(Records from a collection)

>>>>>

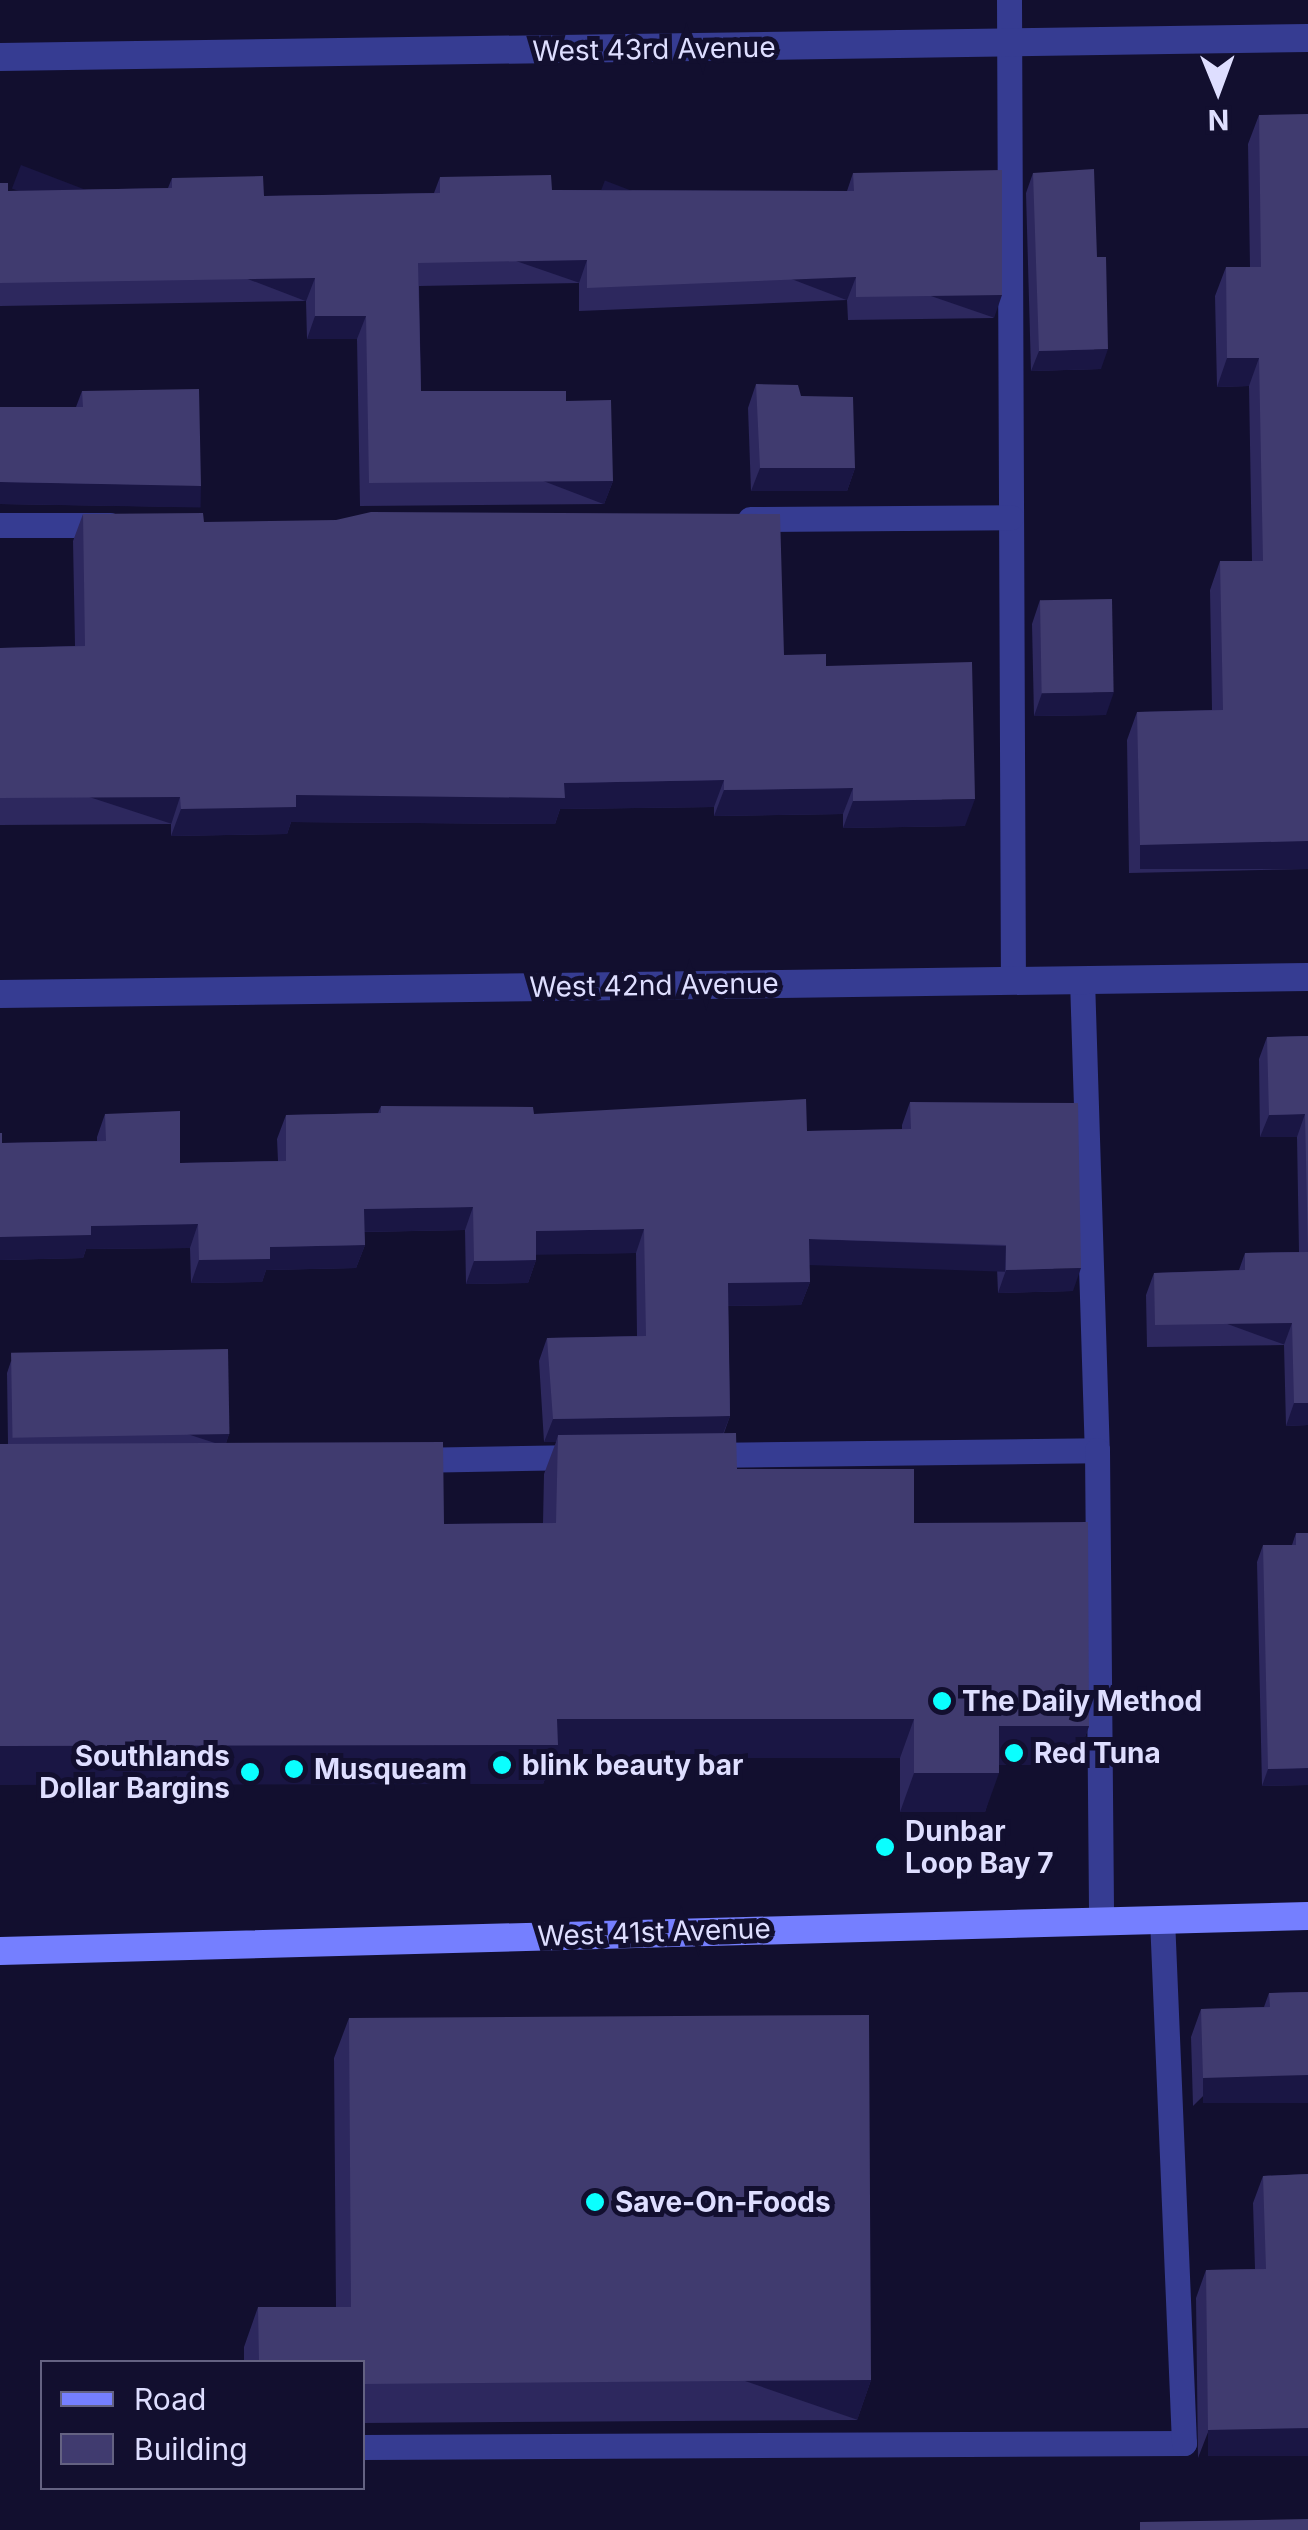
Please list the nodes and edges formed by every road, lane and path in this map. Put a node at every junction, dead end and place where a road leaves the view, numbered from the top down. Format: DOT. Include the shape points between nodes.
graph roads {
  1 [pos="1010,0"];
  2 [pos="1308,38"];
  3 [pos="1010,44"];
  4 [pos="0,57"];
  5 [pos="1011,518"];
  6 [pos="714,520"];
  7 [pos="139,524"];
  8 [pos="0,526"];
  9 [pos="1308,977"];
  10 [pos="1082,979"];
  11 [pos="1013,980"];
  12 [pos="0,994"];
  13 [pos="1097,1450"];
  14 [pos="678,1456"];
  15 [pos="598,1457"];
  16 [pos="379,1460"];
  17 [pos="1308,1916"];
  18 [pos="1162,1918"];
  19 [pos="1101,1919"];
  20 [pos="0,1951"];
  21 [pos="365,2447"];
  1 -- 3 [label="lane"];
  2 -- 3 [label="street, West 43rd Avenue"];
  3 -- 4 [label="street, West 43rd Avenue"];
  3 -- 5 [label="lane"];
  5 -- 6 [label="lane"];
  5 -- 11 [label="lane"];
  7 -- 8 [label="lane"];
  9 -- 10 [label="street, West 42nd Avenue"];
  10 -- 11 [label="street, West 42nd Avenue"];
  10 -- 13 [label="lane"];
  11 -- 12 [label="street, West 42nd Avenue"];
  13 -- 14 [label="lane"];
  13 -- 19 [label="lane"];
  15 -- 16 [label="lane"];
  17 -- 18 [label="main road, West 41st Avenue"];
  18 -- 19 [label="main road, West 41st Avenue"];
  18 -- 21 [label="lane" via="1184,2443"];
  19 -- 20 [label="main road, West 41st Avenue"];
}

<<<<<

Your answer must be an exact copy of every entry, with no pictures in it.

SOLUTION TO THIS TASK
Please list the nodes and edges formed by every road, lane and path in this map. Put a node at every junction, dead end and place where a road leaves the view, numbered from the top down. Format: DOT. Include the shape points between nodes.
graph roads {
  1 [pos="1010,0"];
  2 [pos="1308,38"];
  3 [pos="1010,44"];
  4 [pos="0,57"];
  5 [pos="1011,518"];
  6 [pos="714,520"];
  7 [pos="139,524"];
  8 [pos="0,526"];
  9 [pos="1308,977"];
  10 [pos="1082,979"];
  11 [pos="1013,980"];
  12 [pos="0,994"];
  13 [pos="1097,1450"];
  14 [pos="678,1456"];
  15 [pos="598,1457"];
  16 [pos="379,1460"];
  17 [pos="1308,1916"];
  18 [pos="1162,1918"];
  19 [pos="1101,1919"];
  20 [pos="0,1951"];
  21 [pos="365,2447"];
  1 -- 3 [label="lane"];
  2 -- 3 [label="street, West 43rd Avenue"];
  3 -- 4 [label="street, West 43rd Avenue"];
  3 -- 5 [label="lane"];
  5 -- 6 [label="lane"];
  5 -- 11 [label="lane"];
  7 -- 8 [label="lane"];
  9 -- 10 [label="street, West 42nd Avenue"];
  10 -- 11 [label="street, West 42nd Avenue"];
  10 -- 13 [label="lane"];
  11 -- 12 [label="street, West 42nd Avenue"];
  13 -- 14 [label="lane"];
  13 -- 19 [label="lane"];
  15 -- 16 [label="lane"];
  17 -- 18 [label="main road, West 41st Avenue"];
  18 -- 19 [label="main road, West 41st Avenue"];
  18 -- 21 [label="lane" via="1184,2443"];
  19 -- 20 [label="main road, West 41st Avenue"];
}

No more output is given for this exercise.